**Aim of the task**
Pictures are to be left out, and only the lines below starting at the one with "Which roads connect" and ending at the one with "Turn the roads" are to be reproduced, each exactly, both ends included.

**Extracted data**
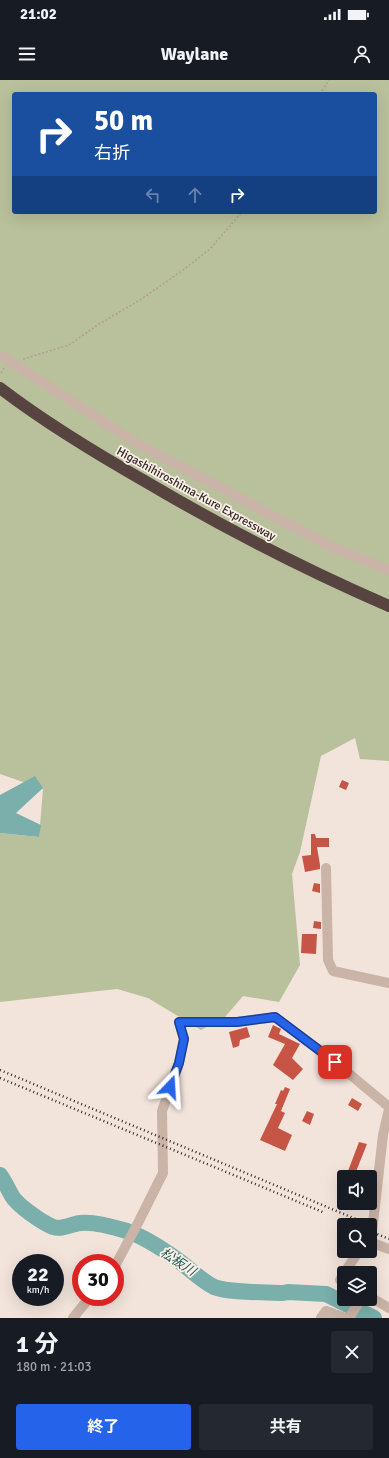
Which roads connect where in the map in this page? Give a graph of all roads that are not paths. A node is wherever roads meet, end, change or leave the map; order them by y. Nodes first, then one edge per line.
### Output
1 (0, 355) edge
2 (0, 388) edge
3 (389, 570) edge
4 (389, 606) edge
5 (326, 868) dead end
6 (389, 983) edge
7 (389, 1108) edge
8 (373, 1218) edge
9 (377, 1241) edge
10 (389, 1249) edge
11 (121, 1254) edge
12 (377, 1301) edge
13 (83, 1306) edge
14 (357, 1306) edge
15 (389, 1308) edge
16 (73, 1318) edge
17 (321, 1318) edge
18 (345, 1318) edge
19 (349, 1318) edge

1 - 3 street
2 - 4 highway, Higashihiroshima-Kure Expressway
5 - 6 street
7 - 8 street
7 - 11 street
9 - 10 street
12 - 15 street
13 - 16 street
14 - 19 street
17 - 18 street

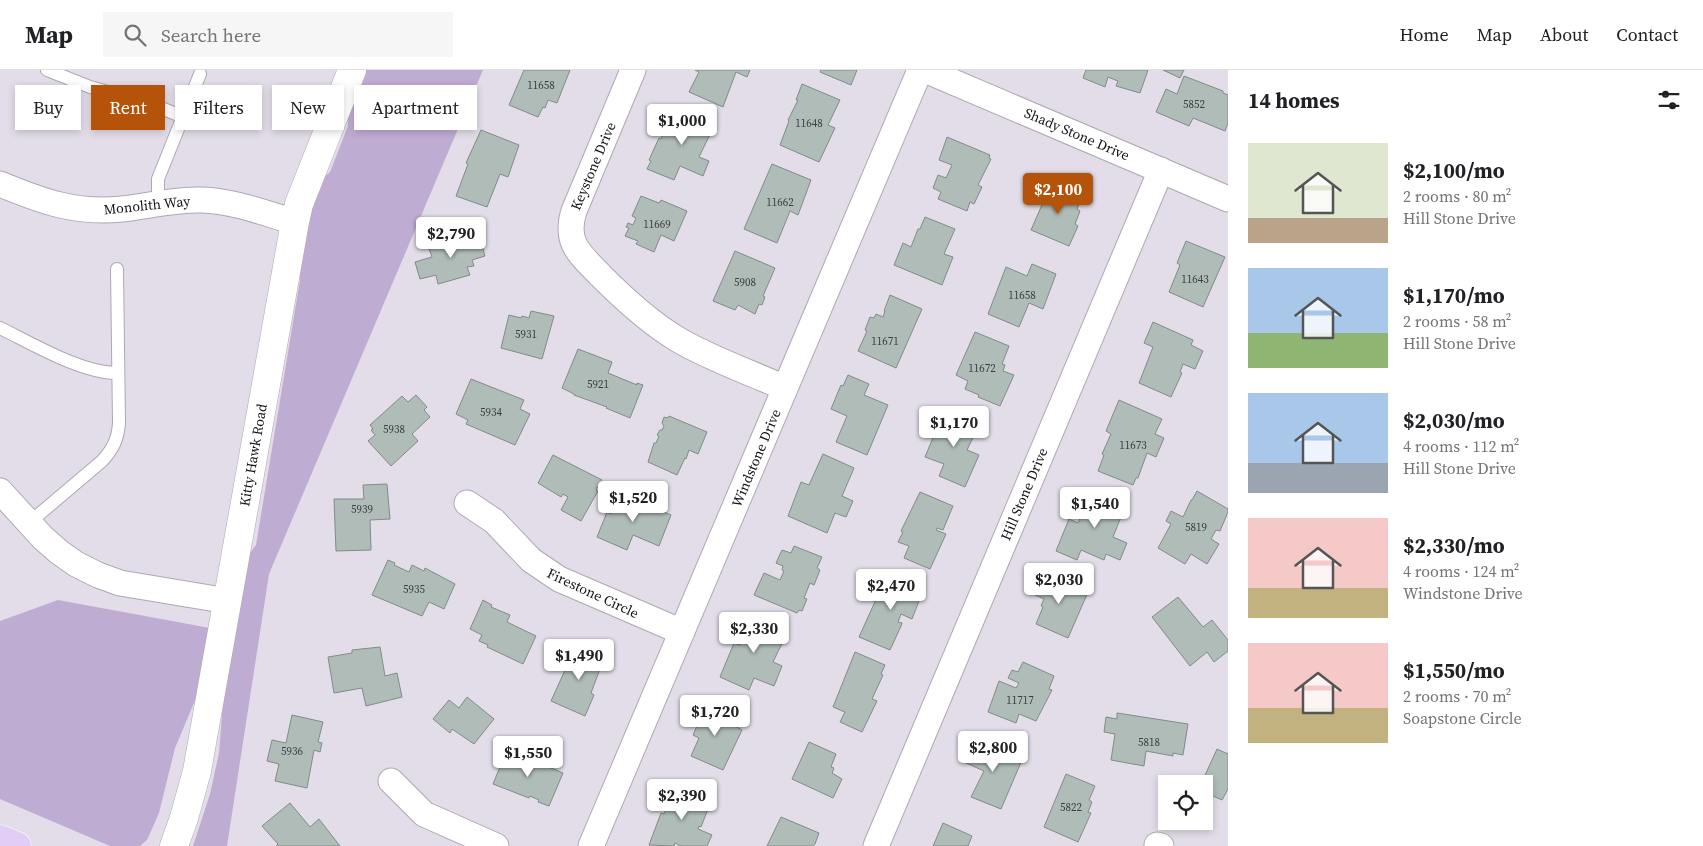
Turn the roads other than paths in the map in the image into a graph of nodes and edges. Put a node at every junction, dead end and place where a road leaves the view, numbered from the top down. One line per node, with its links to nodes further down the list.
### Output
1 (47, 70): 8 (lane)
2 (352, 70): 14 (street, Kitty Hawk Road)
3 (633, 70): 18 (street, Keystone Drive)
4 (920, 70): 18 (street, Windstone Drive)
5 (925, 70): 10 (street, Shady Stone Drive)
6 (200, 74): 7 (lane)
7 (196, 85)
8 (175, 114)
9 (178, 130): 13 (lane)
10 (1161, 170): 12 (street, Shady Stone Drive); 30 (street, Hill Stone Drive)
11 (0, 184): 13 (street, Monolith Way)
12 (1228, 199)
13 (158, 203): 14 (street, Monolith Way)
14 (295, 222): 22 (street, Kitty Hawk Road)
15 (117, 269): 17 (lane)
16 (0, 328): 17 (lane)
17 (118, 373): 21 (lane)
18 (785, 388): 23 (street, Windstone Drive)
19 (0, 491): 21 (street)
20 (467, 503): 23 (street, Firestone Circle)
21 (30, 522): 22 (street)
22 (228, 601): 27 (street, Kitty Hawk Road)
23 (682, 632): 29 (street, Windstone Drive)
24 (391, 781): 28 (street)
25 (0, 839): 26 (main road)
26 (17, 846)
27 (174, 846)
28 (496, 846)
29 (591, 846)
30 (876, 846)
...
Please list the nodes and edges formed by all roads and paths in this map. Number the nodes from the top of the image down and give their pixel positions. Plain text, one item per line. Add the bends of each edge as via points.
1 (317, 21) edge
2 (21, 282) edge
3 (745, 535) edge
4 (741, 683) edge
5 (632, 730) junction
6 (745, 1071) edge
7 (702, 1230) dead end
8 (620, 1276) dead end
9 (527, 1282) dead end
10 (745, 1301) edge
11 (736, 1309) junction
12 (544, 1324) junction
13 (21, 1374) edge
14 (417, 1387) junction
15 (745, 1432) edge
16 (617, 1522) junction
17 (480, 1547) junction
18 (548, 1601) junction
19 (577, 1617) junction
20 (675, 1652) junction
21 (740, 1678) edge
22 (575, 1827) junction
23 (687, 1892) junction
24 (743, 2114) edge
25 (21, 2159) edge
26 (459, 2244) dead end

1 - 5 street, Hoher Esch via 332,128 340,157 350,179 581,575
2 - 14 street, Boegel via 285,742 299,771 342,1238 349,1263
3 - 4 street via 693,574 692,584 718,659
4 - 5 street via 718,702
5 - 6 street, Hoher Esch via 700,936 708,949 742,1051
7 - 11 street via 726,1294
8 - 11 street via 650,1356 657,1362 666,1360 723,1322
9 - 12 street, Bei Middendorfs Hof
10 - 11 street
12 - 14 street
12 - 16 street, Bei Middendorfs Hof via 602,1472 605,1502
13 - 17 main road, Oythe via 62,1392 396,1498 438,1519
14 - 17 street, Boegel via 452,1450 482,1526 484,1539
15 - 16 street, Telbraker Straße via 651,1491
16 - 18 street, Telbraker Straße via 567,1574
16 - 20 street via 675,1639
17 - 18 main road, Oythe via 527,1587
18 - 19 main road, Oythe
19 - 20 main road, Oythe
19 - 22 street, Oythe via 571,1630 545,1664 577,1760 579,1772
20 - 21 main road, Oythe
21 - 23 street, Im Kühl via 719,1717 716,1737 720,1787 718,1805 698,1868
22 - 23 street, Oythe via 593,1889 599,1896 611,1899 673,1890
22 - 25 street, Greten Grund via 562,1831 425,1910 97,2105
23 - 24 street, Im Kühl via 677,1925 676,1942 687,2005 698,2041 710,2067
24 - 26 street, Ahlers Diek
* * *
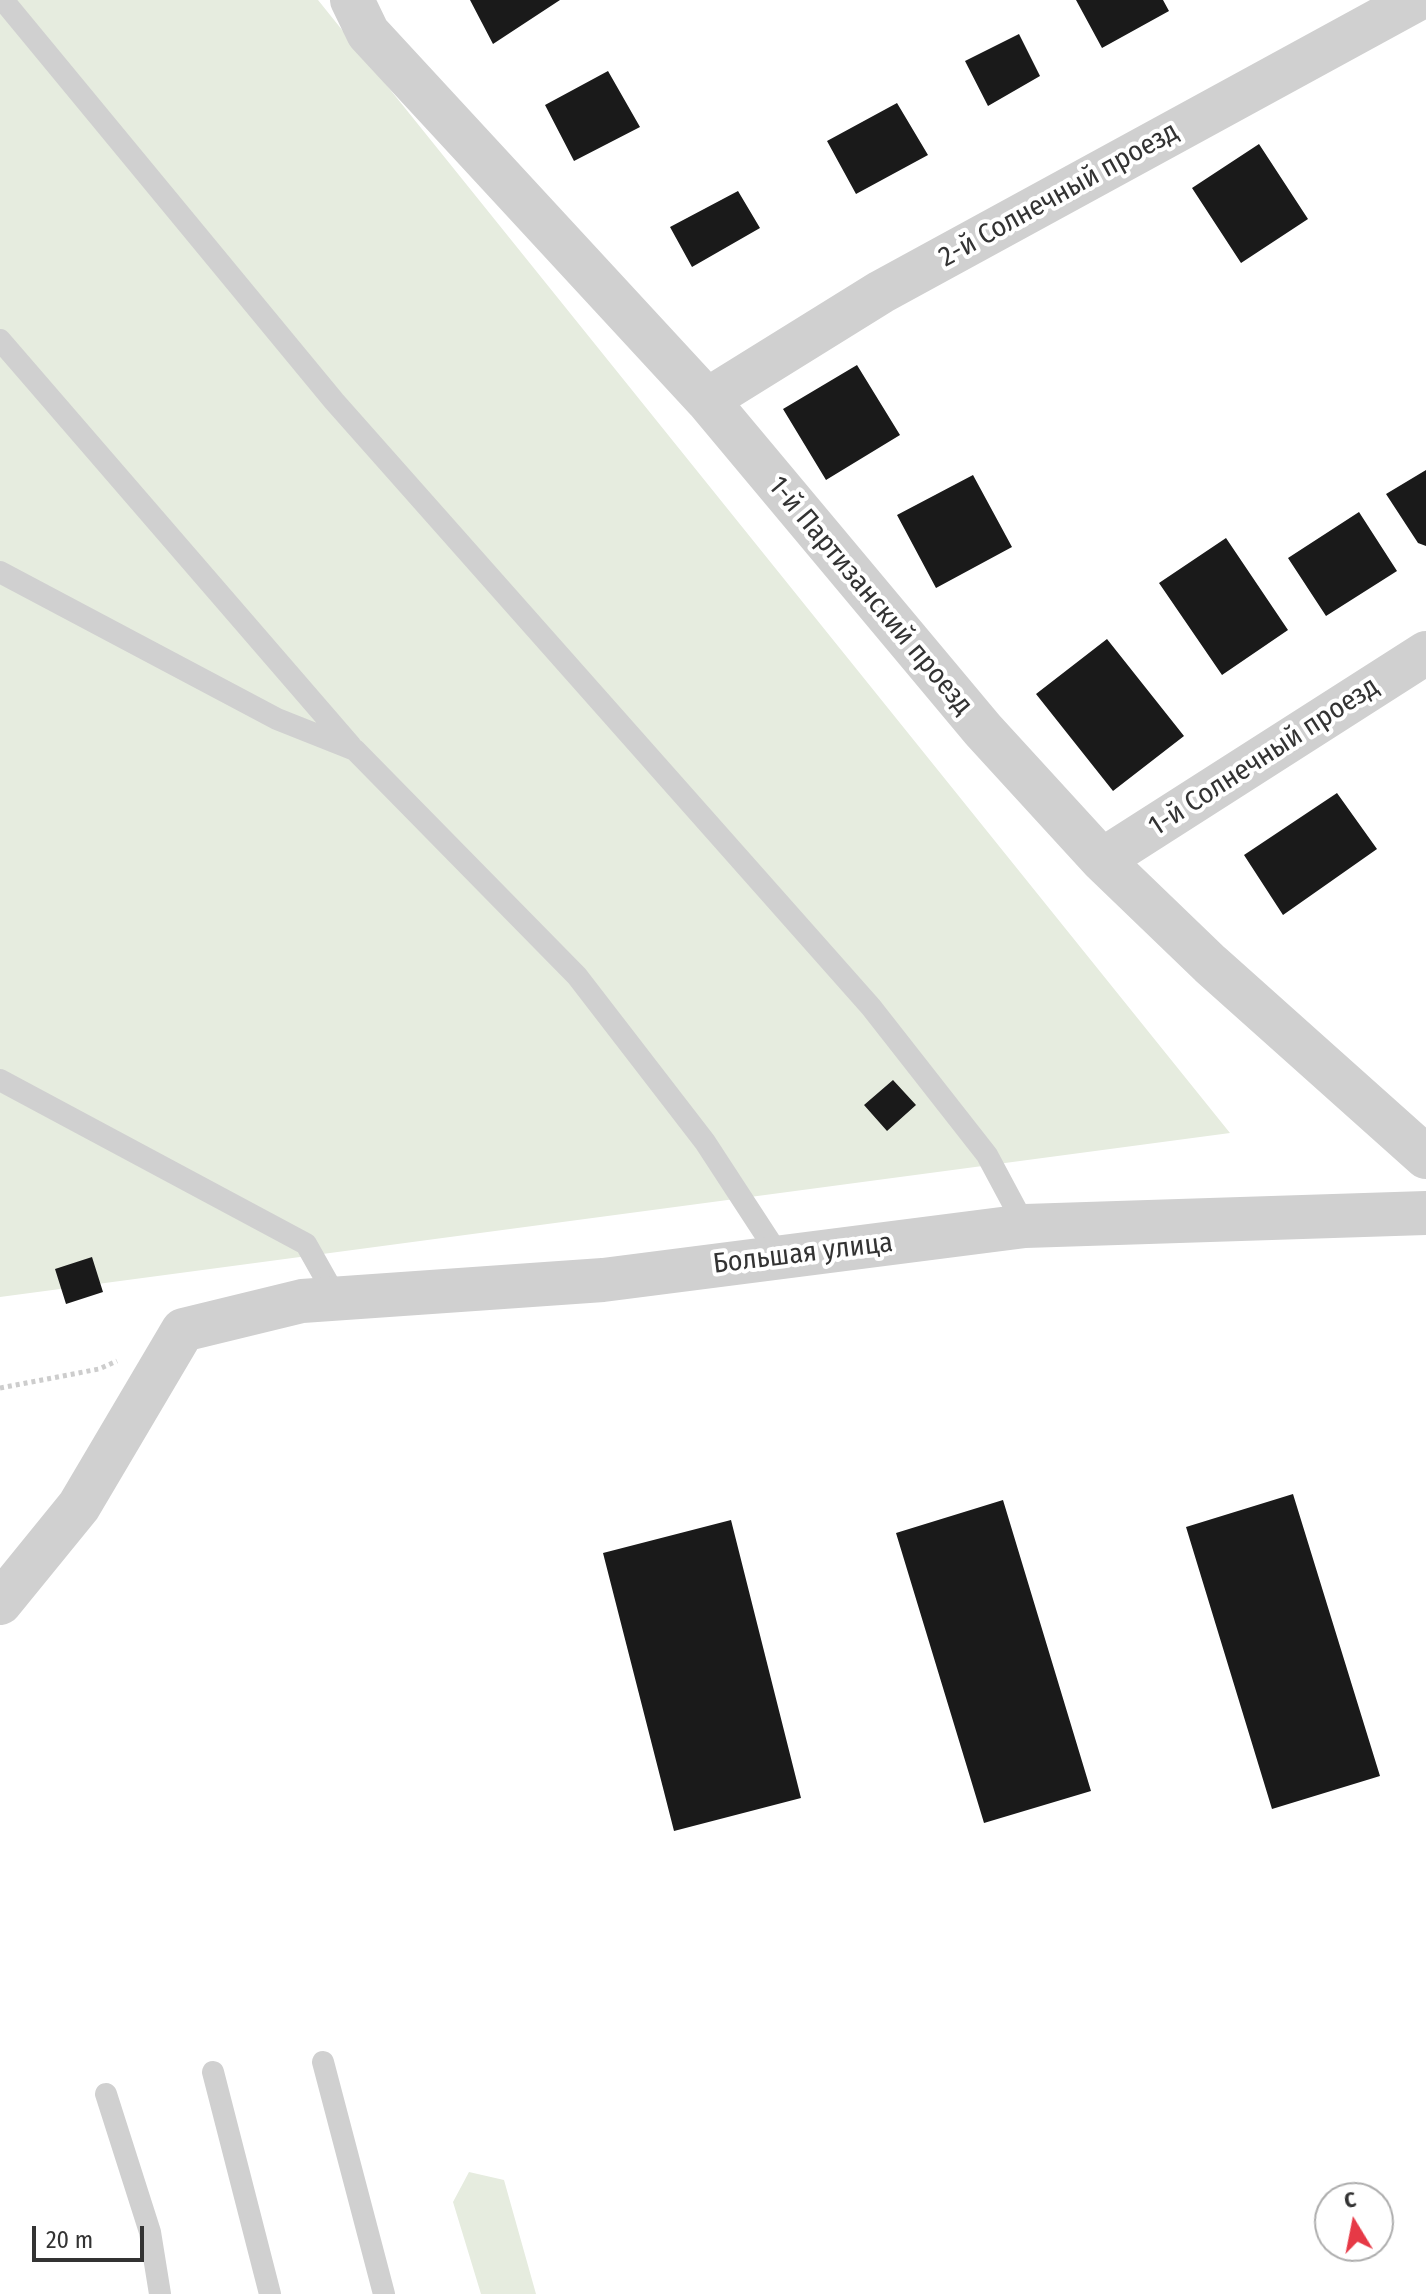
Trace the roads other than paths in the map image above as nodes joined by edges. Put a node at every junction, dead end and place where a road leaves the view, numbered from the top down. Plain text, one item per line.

**Solution**
Which roads connect where in the map in this page? Give a graph of all roads that are not paths. A node is wherever roads meet, end, change or leave the map; order them by y. Nodes first, then one edge per line.
### Output
1 (0, 355) edge
2 (0, 388) edge
3 (389, 570) edge
4 (389, 606) edge
5 (326, 868) dead end
6 (389, 983) edge
7 (389, 1108) edge
8 (373, 1218) edge
9 (377, 1241) edge
10 (389, 1249) edge
11 (121, 1254) edge
12 (377, 1301) edge
13 (83, 1306) edge
14 (357, 1306) edge
15 (389, 1308) edge
16 (73, 1318) edge
17 (321, 1318) edge
18 (345, 1318) edge
19 (349, 1318) edge

1 - 3 street
2 - 4 highway, Higashihiroshima-Kure Expressway
5 - 6 street
7 - 8 street
7 - 11 street
9 - 10 street
12 - 15 street
13 - 16 street
14 - 19 street
17 - 18 street

Turn the roads other than paths in the map in the image into a graph of nodes and edges. Put a node at every junction, dead end and place where a road leaves the view, numbered from the top down. One line per node, with its links to nodes further down the list.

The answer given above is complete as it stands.